## [ASSIGNMENT]
The answer is a number and nothing else: the count of lines in these entries containing the word "Place".

## [DATA FOR THIS TASK]
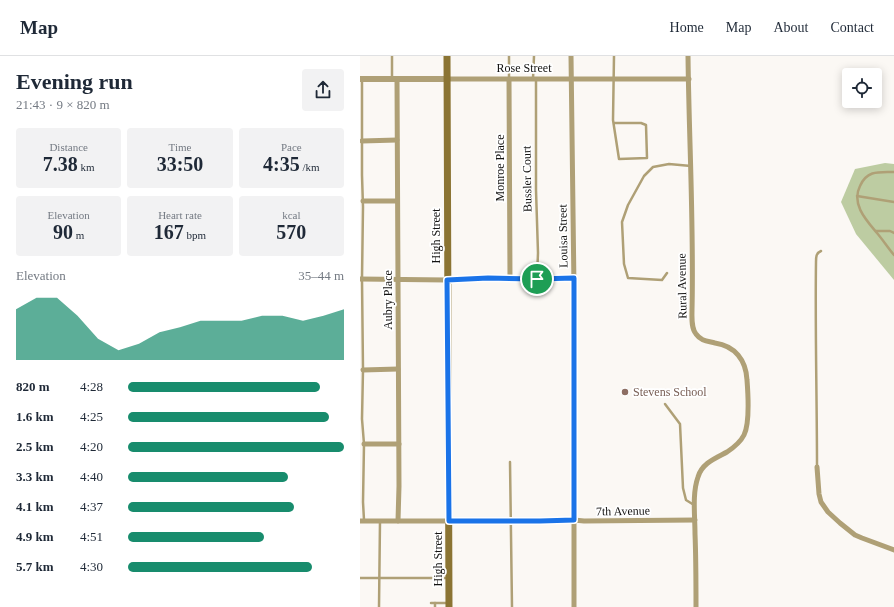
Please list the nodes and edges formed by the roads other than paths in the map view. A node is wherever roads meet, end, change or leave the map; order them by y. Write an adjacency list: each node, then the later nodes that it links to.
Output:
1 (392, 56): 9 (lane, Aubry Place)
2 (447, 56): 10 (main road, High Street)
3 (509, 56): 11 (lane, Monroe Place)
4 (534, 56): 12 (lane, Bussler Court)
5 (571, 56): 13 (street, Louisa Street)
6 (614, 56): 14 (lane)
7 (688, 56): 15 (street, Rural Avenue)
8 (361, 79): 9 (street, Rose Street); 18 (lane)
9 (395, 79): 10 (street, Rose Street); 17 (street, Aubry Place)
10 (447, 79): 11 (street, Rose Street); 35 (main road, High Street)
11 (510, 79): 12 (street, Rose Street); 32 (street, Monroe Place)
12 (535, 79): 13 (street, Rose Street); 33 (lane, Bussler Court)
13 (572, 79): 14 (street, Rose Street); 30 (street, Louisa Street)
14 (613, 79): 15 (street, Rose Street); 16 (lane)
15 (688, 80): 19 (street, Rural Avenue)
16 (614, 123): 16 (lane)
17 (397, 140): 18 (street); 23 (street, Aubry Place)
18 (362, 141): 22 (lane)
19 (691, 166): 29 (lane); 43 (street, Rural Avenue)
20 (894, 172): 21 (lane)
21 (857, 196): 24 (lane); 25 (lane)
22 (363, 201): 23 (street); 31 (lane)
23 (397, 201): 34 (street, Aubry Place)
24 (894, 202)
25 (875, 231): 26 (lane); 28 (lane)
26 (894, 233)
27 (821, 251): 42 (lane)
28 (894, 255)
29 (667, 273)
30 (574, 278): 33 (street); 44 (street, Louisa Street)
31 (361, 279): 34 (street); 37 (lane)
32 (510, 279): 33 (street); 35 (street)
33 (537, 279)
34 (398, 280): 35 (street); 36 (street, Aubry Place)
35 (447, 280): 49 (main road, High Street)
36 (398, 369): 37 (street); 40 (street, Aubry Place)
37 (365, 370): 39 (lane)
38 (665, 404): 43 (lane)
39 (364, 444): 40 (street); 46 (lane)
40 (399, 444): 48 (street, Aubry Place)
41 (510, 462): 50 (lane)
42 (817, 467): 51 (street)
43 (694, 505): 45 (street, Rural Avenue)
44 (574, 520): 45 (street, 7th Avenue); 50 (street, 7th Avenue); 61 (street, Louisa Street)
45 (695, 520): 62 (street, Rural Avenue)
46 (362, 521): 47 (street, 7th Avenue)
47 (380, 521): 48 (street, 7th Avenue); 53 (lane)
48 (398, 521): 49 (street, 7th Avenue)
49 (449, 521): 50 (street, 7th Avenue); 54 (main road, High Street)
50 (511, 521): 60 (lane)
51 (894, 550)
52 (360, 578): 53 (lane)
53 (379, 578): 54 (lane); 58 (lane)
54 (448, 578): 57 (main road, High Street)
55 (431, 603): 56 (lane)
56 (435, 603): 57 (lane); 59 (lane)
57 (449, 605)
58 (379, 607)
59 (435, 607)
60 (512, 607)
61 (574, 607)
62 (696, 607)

==

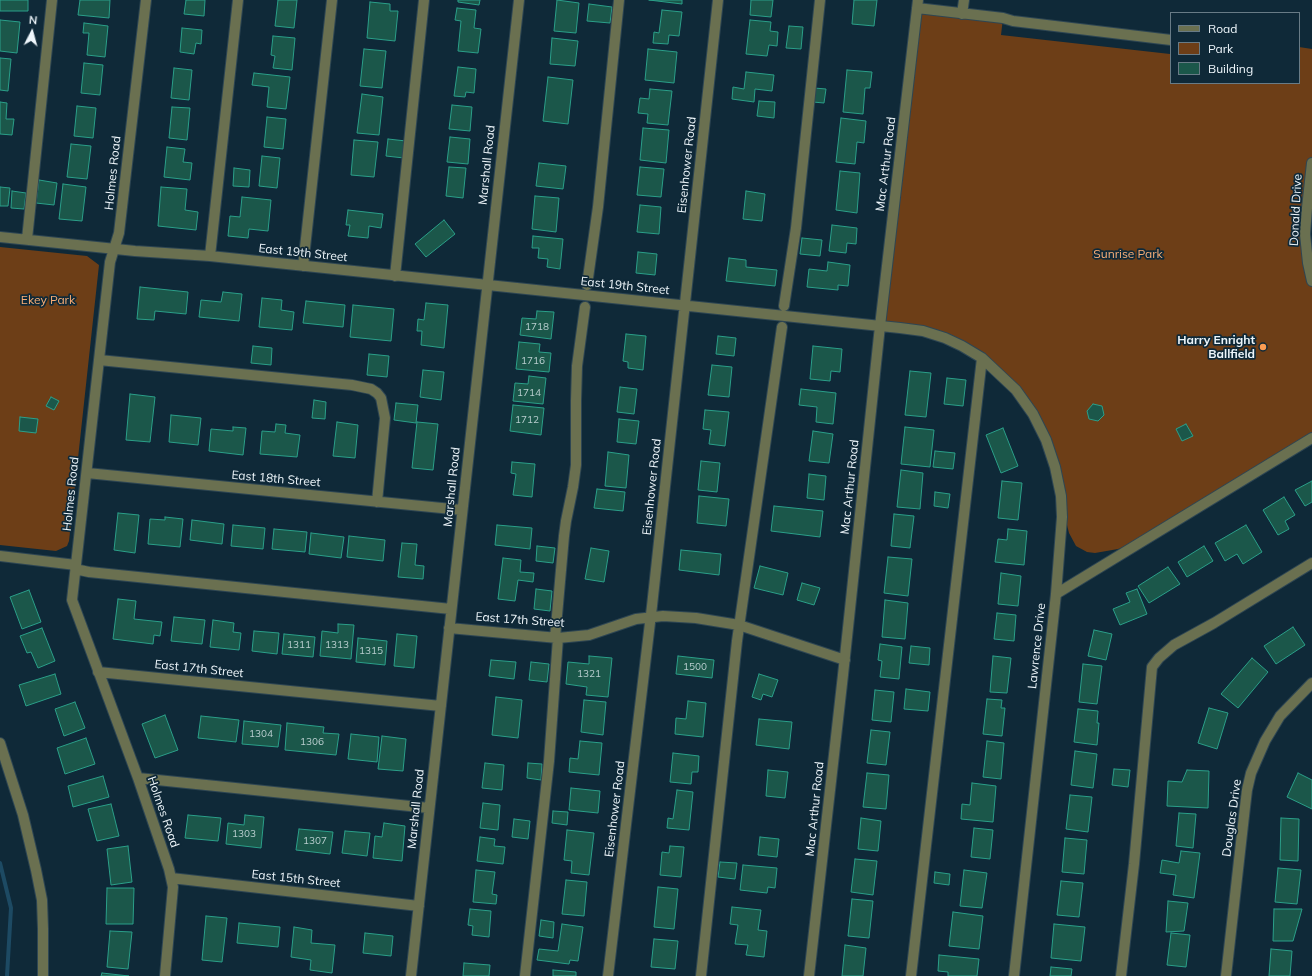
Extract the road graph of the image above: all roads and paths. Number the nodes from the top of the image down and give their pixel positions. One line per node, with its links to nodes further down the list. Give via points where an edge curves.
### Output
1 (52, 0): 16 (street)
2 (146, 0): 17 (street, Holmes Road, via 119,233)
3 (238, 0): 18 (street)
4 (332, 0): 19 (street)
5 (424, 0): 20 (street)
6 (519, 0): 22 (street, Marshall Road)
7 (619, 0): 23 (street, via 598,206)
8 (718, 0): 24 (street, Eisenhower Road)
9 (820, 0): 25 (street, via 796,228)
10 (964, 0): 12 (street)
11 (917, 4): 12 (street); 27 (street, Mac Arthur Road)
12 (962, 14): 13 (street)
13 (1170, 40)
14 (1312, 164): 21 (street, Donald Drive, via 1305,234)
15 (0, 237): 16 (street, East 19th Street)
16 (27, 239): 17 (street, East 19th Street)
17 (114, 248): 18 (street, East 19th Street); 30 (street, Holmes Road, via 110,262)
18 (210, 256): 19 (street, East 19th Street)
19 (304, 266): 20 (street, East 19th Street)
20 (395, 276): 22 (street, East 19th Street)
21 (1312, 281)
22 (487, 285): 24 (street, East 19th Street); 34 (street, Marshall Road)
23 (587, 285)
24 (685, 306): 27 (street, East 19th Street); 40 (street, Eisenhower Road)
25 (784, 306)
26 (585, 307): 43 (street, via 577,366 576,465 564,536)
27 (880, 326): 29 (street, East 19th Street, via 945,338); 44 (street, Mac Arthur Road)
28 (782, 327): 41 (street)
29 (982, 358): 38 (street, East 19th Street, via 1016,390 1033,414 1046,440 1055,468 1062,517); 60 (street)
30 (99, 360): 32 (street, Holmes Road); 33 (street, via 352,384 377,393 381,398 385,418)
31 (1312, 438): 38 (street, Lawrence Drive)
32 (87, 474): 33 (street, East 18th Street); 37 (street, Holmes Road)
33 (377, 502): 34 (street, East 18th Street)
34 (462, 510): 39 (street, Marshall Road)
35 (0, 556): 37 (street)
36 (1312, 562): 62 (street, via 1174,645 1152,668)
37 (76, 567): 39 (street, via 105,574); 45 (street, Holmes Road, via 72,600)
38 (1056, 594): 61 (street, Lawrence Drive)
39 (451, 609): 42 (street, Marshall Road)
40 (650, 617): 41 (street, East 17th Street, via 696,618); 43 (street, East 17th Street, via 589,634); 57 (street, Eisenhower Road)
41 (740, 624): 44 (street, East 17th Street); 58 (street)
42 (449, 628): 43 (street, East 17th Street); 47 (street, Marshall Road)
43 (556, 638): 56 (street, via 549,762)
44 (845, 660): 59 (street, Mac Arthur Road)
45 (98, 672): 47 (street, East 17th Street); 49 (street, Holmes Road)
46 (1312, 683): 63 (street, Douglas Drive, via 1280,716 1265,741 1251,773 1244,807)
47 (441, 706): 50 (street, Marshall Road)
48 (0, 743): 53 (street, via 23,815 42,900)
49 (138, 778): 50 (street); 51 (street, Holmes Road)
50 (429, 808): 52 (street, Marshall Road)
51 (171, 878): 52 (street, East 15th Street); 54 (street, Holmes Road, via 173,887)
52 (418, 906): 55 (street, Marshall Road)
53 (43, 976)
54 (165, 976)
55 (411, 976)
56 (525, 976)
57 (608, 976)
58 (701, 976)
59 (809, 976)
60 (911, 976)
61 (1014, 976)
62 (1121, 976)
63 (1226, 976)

==

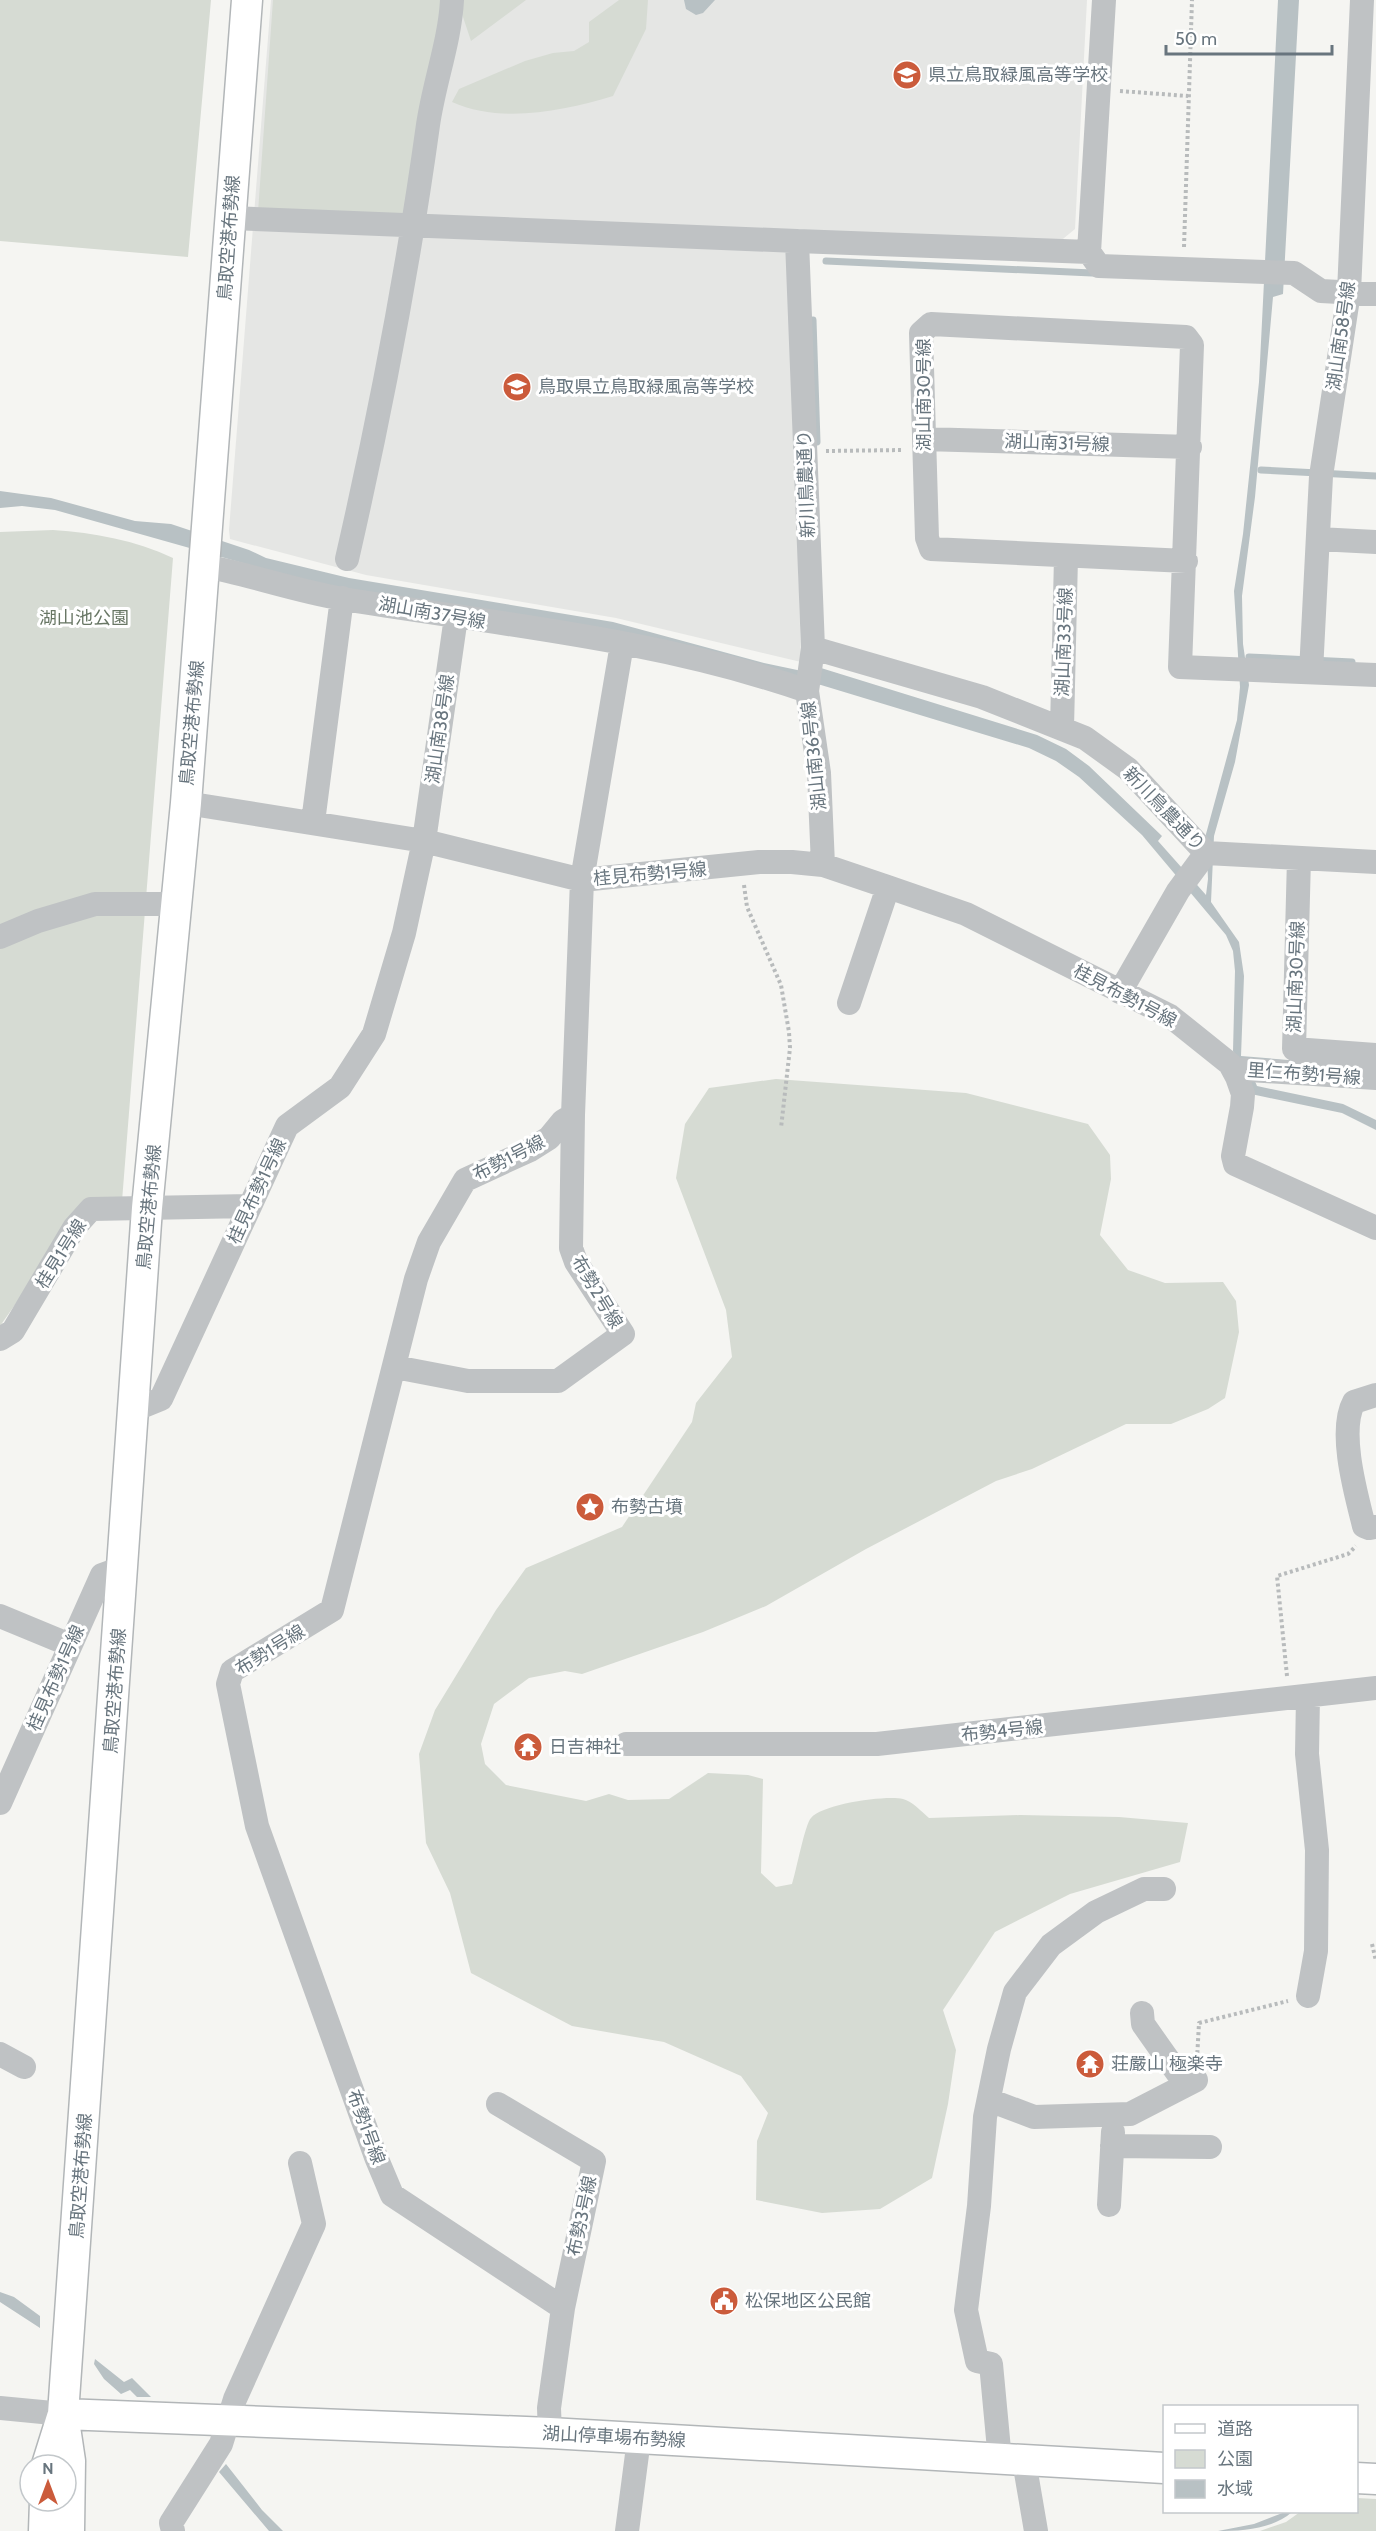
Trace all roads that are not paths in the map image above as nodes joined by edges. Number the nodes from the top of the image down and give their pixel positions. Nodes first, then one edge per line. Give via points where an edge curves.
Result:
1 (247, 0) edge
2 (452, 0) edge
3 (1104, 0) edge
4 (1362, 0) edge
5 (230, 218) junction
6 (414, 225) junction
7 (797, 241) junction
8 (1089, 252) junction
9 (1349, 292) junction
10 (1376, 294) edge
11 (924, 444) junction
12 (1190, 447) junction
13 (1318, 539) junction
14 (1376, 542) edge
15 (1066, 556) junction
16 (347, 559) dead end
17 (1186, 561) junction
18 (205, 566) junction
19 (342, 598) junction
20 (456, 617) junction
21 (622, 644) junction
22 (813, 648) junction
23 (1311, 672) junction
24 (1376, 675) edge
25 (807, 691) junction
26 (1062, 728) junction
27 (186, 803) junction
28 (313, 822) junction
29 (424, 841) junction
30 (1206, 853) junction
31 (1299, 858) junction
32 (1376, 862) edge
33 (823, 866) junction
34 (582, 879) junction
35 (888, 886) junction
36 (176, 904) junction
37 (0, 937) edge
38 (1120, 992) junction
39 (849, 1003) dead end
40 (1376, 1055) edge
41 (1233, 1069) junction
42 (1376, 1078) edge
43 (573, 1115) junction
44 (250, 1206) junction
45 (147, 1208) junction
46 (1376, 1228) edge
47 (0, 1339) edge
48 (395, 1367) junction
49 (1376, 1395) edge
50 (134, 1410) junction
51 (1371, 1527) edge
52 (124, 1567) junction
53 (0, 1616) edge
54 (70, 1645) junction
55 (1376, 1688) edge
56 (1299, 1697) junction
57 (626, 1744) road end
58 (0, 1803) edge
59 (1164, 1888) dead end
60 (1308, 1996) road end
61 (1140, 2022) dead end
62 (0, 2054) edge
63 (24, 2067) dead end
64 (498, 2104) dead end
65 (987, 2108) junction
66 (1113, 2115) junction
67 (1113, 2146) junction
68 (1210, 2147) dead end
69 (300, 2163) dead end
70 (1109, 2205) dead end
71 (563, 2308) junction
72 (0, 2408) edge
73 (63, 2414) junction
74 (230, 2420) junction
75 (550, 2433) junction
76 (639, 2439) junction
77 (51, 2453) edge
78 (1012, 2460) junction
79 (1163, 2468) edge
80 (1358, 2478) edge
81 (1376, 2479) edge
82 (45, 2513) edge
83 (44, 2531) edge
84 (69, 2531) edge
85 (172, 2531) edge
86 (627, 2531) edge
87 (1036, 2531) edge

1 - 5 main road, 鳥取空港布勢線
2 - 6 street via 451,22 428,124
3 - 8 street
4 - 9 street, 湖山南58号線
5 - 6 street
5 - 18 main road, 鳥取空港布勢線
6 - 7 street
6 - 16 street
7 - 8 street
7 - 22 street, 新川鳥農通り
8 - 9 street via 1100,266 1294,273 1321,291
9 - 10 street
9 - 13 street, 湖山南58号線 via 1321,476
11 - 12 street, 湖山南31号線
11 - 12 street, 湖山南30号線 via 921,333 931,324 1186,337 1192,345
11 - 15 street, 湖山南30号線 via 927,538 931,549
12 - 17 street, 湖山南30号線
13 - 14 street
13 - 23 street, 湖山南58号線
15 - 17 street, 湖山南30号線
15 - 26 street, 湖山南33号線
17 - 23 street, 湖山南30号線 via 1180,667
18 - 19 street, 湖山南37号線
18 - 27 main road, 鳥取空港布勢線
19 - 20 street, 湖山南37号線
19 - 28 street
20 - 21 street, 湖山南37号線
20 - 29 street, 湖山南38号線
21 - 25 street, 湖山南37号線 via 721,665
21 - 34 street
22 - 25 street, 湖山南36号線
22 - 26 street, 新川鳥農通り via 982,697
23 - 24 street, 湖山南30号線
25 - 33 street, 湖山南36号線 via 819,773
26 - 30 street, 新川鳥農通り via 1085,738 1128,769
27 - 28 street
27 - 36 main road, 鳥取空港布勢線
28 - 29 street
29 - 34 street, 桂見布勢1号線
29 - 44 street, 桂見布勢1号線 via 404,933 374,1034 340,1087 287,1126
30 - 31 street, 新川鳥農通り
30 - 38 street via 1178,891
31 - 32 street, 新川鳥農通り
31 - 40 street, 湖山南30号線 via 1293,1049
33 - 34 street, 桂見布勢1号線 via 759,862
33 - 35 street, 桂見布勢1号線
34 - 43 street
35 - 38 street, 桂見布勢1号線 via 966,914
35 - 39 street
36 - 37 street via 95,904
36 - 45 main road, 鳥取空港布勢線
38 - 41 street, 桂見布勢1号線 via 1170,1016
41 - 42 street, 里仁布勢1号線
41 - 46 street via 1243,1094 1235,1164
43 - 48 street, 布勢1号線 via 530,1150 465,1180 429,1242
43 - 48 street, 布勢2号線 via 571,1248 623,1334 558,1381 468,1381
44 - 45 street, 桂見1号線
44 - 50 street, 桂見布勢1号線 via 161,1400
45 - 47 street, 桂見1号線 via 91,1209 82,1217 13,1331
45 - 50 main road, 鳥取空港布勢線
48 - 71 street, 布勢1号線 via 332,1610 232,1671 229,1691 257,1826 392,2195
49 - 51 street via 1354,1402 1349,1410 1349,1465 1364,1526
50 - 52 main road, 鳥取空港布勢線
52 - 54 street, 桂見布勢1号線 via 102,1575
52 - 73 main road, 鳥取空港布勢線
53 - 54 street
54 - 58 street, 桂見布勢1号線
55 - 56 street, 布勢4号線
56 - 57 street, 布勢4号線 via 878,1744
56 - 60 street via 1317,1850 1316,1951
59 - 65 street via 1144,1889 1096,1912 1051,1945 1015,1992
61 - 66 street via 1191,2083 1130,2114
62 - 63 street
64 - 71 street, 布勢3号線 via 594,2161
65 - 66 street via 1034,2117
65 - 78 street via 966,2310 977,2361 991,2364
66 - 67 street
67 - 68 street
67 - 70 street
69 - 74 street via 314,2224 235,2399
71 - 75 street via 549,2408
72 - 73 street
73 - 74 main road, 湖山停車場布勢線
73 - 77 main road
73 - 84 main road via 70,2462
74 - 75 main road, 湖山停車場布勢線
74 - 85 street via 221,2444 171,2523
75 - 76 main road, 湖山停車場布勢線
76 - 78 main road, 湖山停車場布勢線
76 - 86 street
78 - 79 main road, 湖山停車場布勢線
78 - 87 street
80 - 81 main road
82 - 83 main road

## [SOLUTION]
9